< תְהִלִּים 97 >
יְהוָ֣ה מָ֭לָךְ תָּגֵ֣ל הָאָ֑רֶץ יִ֝שְׂמְח֗וּ אִיִּ֥ים רַבִּֽים׃ | 1 |
Jahweh is Koning! Laat de aarde jubelen, De ontelbare eilanden juichen!
עָנָ֣ן וַעֲרָפֶ֣ל סְבִיבָ֑יו צֶ֥דֶק וּ֝מִשְׁפָּ֗ט מְכ֣וֹן כִּסְאֽוֹ׃ | 2 |
Donkere wolken pakken zich om Hem heen, Recht en gerechtigheid schragen zijn troon.
אֵ֭שׁ לְפָנָ֣יו תֵּלֵ֑ךְ וּתְלַהֵ֖ט סָבִ֣יב צָרָֽיו׃ | 3 |
Vuur gaat voor zijn aangezicht uit, En het vlamt om zijn schreden;
הֵאִ֣ירוּ בְרָקָ֣יו תֵּבֵ֑ל רָאֲתָ֖ה וַתָּחֵ֣ל הָאָֽרֶץ׃ | 4 |
Zijn bliksems verlichten de wereld, De aarde ziet het, en beeft!
הָרִ֗ים כַּדּוֹנַ֗ג נָ֭מַסּוּ מִלִּפְנֵ֣י יְהוָ֑ה מִ֝לִּפְנֵ֗י אֲד֣וֹן כָּל־הָאָֽרֶץ׃ | 5 |
De bergen smelten als was voor het aanschijn van Jahweh, Voor den Heer van de volheid der aarde;
הִגִּ֣ידוּ הַשָּׁמַ֣יִם צִדְק֑וֹ וְרָא֖וּ כָל־הָעַמִּ֣ים כְּבוֹדֽוֹ׃ | 6 |
De hemelen kondigen zijn gerechtigheid aan, Alle volken aanschouwen zijn glorie.
יֵבֹ֤שׁוּ ׀ כָּל־עֹ֬בְדֵי פֶ֗סֶל הַמִּֽתְהַלְלִ֥ים בָּאֱלִילִ֑ים הִשְׁתַּחֲווּ־ל֝וֹ כָּל־אֱלֹהִֽים׃ | 7 |
Alle beeldenaanbidders worden te schande, Die zich op hun goden beroemen; En diep in het stof werpen alle afgoden Zich voor Hem neer.

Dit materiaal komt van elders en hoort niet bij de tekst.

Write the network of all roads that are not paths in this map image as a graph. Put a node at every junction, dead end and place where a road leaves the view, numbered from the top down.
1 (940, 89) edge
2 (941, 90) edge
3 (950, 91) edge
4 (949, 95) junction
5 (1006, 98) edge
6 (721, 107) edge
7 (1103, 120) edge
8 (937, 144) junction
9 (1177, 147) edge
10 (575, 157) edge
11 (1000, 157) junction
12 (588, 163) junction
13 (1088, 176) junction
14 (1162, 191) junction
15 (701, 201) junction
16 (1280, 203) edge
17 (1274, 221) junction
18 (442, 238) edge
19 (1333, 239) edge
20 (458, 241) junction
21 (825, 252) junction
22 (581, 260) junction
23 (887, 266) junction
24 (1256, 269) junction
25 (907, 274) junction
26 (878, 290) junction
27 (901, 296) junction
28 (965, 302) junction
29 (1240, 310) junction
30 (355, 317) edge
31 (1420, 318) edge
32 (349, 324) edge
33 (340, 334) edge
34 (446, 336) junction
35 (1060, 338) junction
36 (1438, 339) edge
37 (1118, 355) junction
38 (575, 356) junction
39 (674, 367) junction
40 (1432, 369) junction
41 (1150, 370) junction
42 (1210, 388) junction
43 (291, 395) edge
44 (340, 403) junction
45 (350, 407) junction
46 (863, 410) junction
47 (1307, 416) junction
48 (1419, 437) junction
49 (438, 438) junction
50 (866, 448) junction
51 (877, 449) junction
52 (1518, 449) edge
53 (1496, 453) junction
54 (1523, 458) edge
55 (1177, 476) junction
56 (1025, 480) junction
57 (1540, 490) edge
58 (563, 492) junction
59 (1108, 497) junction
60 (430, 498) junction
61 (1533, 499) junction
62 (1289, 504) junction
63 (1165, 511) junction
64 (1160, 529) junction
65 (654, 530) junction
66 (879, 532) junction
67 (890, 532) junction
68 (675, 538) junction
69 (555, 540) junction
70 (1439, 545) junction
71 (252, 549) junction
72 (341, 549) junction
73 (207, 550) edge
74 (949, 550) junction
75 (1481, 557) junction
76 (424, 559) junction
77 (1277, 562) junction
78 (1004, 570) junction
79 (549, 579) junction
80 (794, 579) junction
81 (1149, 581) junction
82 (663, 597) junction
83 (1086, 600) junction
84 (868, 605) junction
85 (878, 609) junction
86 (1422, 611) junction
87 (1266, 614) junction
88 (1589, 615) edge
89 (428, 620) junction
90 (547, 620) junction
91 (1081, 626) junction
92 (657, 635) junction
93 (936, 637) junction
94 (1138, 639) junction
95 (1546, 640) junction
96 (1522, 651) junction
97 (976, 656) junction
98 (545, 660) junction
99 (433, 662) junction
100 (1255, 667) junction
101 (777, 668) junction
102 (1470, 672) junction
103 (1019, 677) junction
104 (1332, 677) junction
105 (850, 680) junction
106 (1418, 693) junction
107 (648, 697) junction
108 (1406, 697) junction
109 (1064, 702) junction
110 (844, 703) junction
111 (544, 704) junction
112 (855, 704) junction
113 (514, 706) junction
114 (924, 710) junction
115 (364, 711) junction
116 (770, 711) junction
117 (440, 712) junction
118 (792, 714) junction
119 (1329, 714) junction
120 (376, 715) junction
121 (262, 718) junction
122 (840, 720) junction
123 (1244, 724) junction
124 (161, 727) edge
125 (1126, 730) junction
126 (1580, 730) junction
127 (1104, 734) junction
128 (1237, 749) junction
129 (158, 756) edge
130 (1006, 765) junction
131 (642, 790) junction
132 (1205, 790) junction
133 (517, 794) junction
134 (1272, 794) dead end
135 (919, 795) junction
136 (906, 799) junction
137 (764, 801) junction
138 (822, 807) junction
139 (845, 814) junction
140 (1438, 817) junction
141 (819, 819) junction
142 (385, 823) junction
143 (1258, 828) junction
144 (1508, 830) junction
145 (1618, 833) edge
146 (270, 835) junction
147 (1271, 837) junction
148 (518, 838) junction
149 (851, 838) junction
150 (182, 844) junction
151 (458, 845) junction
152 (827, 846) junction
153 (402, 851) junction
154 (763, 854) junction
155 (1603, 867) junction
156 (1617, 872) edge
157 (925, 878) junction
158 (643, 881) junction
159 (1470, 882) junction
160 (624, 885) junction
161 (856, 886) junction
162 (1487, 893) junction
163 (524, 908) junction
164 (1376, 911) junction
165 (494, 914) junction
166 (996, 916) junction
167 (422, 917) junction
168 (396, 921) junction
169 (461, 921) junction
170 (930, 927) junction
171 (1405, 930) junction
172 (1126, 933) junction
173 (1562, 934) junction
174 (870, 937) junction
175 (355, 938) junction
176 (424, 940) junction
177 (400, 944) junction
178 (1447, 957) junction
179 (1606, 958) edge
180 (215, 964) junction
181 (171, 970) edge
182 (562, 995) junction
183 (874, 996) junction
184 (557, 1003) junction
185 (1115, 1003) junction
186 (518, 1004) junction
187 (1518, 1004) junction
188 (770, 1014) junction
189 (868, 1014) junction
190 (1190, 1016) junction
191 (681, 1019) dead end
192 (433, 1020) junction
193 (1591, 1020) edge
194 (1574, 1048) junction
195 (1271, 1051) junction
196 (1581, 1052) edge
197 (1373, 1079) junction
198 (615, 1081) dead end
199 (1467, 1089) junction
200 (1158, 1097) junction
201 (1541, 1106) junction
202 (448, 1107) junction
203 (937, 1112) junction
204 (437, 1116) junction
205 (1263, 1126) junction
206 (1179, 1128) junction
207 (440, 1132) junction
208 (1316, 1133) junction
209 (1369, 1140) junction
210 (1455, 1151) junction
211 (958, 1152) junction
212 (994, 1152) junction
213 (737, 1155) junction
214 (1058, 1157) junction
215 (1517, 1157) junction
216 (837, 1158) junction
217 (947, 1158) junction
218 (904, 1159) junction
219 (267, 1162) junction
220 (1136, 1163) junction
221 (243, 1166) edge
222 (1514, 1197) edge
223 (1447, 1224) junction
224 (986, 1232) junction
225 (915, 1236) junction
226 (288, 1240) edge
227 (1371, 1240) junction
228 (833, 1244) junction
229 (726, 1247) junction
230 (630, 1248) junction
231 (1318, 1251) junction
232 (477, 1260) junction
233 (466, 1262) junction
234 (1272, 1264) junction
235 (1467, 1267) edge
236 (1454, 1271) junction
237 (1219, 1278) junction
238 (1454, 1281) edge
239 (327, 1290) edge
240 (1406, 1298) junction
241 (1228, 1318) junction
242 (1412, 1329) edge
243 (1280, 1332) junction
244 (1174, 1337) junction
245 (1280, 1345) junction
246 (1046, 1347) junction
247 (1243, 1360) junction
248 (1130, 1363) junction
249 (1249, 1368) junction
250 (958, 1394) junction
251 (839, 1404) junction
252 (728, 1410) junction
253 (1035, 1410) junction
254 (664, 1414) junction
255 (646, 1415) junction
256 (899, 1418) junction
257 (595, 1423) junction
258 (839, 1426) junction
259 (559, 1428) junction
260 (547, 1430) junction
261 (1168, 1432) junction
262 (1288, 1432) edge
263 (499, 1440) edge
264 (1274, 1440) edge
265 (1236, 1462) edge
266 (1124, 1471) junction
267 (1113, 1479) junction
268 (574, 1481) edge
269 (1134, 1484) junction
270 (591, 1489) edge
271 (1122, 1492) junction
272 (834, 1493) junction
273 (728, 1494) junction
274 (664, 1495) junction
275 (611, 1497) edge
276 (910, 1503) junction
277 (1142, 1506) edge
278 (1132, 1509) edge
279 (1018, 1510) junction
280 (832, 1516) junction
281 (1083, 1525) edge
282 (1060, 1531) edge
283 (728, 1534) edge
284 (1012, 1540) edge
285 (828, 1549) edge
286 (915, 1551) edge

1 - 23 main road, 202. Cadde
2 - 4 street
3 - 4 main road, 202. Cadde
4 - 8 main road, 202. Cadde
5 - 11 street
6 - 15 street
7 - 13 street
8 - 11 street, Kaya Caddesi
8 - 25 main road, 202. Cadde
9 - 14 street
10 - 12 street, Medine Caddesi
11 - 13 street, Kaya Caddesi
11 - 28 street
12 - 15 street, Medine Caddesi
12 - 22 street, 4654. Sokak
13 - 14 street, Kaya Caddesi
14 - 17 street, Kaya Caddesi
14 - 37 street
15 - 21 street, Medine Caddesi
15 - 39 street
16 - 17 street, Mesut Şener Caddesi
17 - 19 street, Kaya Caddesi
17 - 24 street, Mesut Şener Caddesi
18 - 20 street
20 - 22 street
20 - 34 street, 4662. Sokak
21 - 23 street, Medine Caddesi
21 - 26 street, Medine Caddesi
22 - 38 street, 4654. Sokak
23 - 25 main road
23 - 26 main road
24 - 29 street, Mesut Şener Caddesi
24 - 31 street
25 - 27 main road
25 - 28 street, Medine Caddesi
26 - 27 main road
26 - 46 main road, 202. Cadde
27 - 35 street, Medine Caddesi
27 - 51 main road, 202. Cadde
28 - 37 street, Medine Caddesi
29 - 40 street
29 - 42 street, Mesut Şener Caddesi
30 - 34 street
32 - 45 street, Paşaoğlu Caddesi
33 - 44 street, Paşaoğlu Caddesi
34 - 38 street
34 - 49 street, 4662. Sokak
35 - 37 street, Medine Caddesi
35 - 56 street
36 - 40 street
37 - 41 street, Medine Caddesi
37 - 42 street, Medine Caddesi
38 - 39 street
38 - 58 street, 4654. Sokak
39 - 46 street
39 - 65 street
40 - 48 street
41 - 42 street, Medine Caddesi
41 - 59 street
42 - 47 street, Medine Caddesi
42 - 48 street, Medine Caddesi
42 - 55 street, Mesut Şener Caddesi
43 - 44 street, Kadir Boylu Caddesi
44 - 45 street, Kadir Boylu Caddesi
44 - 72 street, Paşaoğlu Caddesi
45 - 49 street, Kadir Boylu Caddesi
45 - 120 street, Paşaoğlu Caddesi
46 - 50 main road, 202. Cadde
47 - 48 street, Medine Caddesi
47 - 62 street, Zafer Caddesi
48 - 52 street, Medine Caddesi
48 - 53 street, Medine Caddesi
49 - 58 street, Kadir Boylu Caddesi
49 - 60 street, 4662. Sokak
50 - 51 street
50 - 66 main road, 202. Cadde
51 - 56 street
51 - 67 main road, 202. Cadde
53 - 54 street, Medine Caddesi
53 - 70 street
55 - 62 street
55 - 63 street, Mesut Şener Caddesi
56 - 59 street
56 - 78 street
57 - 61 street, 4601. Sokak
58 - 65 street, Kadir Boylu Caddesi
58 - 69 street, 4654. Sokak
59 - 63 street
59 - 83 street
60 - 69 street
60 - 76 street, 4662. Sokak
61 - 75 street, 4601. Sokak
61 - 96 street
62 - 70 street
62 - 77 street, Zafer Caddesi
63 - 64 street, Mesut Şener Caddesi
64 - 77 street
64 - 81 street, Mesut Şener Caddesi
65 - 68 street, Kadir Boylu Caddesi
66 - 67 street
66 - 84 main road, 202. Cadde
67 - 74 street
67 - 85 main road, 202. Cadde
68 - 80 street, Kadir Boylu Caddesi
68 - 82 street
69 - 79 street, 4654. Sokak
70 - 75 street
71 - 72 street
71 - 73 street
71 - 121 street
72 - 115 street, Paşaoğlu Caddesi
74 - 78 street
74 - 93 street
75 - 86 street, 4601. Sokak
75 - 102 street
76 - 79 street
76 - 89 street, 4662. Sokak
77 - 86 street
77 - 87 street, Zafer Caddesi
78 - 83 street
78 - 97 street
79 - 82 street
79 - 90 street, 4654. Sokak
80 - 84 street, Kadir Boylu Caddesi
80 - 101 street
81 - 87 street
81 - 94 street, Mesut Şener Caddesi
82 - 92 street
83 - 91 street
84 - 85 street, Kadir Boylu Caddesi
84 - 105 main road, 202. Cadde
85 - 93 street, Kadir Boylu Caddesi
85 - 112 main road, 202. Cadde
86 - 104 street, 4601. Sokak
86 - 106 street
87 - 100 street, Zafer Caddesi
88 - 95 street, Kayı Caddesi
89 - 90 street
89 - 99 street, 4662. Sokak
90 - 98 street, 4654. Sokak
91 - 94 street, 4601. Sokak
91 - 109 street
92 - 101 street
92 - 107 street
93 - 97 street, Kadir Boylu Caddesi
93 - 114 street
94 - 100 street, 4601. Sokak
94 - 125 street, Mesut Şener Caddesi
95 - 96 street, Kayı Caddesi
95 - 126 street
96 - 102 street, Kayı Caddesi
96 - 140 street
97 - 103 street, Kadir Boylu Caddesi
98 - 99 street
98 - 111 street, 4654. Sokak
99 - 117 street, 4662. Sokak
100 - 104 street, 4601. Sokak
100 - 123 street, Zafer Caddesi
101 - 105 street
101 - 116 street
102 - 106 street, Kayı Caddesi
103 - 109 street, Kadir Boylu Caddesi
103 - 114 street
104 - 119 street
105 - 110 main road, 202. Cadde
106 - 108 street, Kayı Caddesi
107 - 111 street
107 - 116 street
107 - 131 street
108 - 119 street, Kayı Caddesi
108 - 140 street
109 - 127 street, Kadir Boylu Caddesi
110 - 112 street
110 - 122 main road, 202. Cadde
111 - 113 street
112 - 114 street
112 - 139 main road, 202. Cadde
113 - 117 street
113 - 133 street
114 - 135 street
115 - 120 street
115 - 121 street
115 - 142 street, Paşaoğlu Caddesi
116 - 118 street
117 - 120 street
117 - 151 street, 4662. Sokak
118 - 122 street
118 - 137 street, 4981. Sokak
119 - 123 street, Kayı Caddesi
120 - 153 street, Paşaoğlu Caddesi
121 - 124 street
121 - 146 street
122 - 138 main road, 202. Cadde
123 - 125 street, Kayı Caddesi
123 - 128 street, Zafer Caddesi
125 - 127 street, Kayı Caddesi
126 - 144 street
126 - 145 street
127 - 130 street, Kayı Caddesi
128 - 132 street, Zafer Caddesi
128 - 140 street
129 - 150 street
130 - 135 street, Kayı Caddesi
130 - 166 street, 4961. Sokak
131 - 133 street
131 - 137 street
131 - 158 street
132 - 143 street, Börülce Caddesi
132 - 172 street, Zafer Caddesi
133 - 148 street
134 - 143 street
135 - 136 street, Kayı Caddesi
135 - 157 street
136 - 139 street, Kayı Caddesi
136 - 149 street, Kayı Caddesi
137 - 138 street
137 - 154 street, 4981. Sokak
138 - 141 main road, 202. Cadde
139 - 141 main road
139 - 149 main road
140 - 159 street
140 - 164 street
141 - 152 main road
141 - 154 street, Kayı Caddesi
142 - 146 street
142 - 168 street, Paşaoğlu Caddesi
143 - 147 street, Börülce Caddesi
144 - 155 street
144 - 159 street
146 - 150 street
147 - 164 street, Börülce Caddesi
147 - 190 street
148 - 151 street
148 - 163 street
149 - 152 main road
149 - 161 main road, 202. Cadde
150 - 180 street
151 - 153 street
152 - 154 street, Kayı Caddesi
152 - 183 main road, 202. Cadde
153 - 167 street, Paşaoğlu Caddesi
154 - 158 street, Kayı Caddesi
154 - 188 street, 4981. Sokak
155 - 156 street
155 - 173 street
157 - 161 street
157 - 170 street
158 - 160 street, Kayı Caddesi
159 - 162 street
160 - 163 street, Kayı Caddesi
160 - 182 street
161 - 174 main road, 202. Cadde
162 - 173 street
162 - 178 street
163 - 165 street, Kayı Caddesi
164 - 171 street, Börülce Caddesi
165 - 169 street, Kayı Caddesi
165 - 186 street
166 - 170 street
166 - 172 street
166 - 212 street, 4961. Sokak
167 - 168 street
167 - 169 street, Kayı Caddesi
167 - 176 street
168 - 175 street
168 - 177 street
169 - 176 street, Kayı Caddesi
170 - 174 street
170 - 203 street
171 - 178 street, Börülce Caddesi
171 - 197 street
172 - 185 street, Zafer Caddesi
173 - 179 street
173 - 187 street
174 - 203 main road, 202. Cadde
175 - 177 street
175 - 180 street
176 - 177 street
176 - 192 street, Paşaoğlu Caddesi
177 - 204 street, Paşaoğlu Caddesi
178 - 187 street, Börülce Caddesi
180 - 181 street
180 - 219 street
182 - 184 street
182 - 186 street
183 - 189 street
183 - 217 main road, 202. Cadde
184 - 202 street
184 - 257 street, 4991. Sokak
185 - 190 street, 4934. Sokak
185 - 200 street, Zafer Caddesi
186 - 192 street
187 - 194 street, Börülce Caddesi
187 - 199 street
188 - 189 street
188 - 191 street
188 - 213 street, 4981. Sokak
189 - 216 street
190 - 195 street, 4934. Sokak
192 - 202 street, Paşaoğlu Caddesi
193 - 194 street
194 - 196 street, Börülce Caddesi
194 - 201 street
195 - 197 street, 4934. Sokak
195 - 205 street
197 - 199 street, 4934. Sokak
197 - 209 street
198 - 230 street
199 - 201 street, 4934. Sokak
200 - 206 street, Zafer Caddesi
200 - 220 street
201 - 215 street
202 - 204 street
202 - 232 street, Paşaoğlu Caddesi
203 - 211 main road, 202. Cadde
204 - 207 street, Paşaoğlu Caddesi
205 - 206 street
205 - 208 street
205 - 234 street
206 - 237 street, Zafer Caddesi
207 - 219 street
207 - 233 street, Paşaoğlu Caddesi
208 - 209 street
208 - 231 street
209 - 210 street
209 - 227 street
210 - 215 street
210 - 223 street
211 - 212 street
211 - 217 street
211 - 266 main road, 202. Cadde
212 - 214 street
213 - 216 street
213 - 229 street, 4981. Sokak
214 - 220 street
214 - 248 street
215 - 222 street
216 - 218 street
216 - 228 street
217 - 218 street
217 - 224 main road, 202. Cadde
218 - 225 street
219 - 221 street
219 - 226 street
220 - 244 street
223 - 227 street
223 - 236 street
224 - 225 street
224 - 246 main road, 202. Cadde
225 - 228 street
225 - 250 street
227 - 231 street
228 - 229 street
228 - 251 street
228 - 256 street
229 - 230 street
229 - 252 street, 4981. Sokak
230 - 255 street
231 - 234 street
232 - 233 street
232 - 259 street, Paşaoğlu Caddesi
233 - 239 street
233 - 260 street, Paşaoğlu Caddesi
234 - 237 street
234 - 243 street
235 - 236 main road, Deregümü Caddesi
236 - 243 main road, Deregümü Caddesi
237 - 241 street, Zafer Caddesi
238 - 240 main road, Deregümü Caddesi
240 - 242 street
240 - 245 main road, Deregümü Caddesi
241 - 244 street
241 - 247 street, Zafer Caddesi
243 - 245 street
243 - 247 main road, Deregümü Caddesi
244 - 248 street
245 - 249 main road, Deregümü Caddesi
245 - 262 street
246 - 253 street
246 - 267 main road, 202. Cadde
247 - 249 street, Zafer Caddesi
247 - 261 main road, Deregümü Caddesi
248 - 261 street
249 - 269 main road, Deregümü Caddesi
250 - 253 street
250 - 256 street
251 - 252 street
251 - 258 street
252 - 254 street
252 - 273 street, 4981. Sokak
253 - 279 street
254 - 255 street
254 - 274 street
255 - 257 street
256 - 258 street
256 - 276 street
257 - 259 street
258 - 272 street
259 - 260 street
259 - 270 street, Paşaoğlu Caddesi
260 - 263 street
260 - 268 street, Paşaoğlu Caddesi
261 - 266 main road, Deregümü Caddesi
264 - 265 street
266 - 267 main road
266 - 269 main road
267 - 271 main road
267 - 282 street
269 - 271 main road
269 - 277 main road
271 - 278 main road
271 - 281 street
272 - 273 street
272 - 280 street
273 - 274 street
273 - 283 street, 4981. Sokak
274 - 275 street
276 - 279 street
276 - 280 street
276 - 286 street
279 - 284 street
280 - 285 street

שָׁמְעָ֬ה וַתִּשְׂמַ֨ח ׀ צִיּ֗וֹן וַ֭תָּגֵלְנָה בְּנ֣וֹת יְהוּדָ֑ה לְמַ֖עַן מִשְׁפָּטֶ֣יךָ יְהוָֽה׃ | 8 |
Sion hoort het vol vreugde, Juda’s dochteren juichen, Jahweh, om uw gericht;
כִּֽי־אַתָּ֤ה יְהוָ֗ה עֶלְי֥וֹן עַל־כָּל־הָאָ֑רֶץ מְאֹ֥ד נַ֝עֲלֵ֗יתָ עַל־כָּל־אֱלֹהִֽים׃ | 9 |
Want Gij zijt de Allerhoogste op heel de aarde, o Jahweh, Hoog boven alle goden verheven!
אֹהֲבֵ֥י יְהוָ֗ה שִׂנְא֫וּ רָ֥ע שֹׁ֭מֵר נַפְשׁ֣וֹת חֲסִידָ֑יו מִיַּ֥ד רְ֝שָׁעִ֗ים יַצִּילֵֽם׃ | 10 |
Jahweh heeft lief Die de ongerechtigheid haat; Hij behoedt het leven van zijn getrouwen, En redt ze uit de handen der bozen.
א֭וֹר זָרֻ֣עַ לַצַּדִּ֑יק וּֽלְיִשְׁרֵי־לֵ֥ב שִׂמְחָֽה׃ | 11 |
Een licht straalt over de rechtvaardigen uit, En blijdschap over de oprechten van hart;
שִׂמְח֣וּ צַ֭דִּיקִים בַּֽיהוָ֑ה וְ֝הוֹד֗וּ לְזֵ֣כֶר קָדְשֽׁוֹ׃ | 12 |
De vromen zullen zich in Jahweh verheugen, En loven zijn heilige Naam!